[WORK REQUIRED]: Check every line below for the string "dead". Copy the ones that have it.

[Records excerpted from a collection]:
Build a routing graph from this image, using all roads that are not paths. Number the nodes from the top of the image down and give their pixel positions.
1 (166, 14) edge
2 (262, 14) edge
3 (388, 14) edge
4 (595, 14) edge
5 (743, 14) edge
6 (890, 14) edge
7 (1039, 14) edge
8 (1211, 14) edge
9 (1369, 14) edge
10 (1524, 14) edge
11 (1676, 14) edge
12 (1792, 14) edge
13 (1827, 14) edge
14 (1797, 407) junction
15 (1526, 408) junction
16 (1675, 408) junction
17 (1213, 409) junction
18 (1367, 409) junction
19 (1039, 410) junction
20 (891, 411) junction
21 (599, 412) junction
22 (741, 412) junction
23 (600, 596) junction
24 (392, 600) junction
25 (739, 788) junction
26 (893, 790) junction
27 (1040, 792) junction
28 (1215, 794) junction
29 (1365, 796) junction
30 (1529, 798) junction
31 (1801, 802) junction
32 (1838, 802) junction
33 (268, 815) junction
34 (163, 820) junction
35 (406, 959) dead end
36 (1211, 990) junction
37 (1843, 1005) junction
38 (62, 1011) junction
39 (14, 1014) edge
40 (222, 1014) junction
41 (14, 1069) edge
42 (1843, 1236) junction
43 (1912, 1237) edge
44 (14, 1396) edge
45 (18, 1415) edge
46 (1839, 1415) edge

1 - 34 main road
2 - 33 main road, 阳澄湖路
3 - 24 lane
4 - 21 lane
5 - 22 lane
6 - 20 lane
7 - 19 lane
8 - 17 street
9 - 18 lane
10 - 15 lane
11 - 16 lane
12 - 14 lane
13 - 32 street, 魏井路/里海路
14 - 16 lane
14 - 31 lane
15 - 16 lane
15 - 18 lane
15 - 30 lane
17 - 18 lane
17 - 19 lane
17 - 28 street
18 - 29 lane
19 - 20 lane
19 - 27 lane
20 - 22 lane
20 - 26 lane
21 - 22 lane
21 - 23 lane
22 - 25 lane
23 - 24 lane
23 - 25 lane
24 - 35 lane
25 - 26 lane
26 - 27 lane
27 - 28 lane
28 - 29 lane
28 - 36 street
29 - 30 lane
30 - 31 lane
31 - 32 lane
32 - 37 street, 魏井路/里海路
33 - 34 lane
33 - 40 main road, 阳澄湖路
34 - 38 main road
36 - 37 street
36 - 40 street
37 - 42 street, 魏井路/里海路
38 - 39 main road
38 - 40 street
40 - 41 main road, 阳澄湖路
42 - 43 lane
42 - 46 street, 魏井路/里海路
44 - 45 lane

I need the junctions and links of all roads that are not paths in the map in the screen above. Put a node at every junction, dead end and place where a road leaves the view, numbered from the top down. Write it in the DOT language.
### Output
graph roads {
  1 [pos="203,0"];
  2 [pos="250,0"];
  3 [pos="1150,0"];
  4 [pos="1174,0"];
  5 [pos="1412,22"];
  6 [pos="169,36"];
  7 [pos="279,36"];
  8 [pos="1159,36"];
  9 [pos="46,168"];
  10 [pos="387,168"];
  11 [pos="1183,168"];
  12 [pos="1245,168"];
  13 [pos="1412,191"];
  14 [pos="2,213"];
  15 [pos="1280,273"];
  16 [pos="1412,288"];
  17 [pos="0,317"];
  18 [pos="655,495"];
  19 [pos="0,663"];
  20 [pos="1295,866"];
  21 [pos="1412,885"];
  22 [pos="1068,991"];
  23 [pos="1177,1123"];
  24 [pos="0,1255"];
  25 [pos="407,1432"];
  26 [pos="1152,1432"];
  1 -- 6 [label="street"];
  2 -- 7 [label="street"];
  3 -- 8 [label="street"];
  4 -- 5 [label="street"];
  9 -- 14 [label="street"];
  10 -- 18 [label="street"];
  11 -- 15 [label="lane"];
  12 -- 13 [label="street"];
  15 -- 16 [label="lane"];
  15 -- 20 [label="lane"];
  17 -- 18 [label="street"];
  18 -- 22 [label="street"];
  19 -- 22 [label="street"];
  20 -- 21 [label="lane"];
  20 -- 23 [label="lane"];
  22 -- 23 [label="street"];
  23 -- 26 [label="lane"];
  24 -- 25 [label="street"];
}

[SOLUTION TO THE PROBLEM]:
35 (406, 959) dead end
I need the junctions and links of all roads that are not paths in the map in the screen above. Put a node at every junction, dead end and place where a road leaves the view, numbered from the top down. Write it in the DOT language.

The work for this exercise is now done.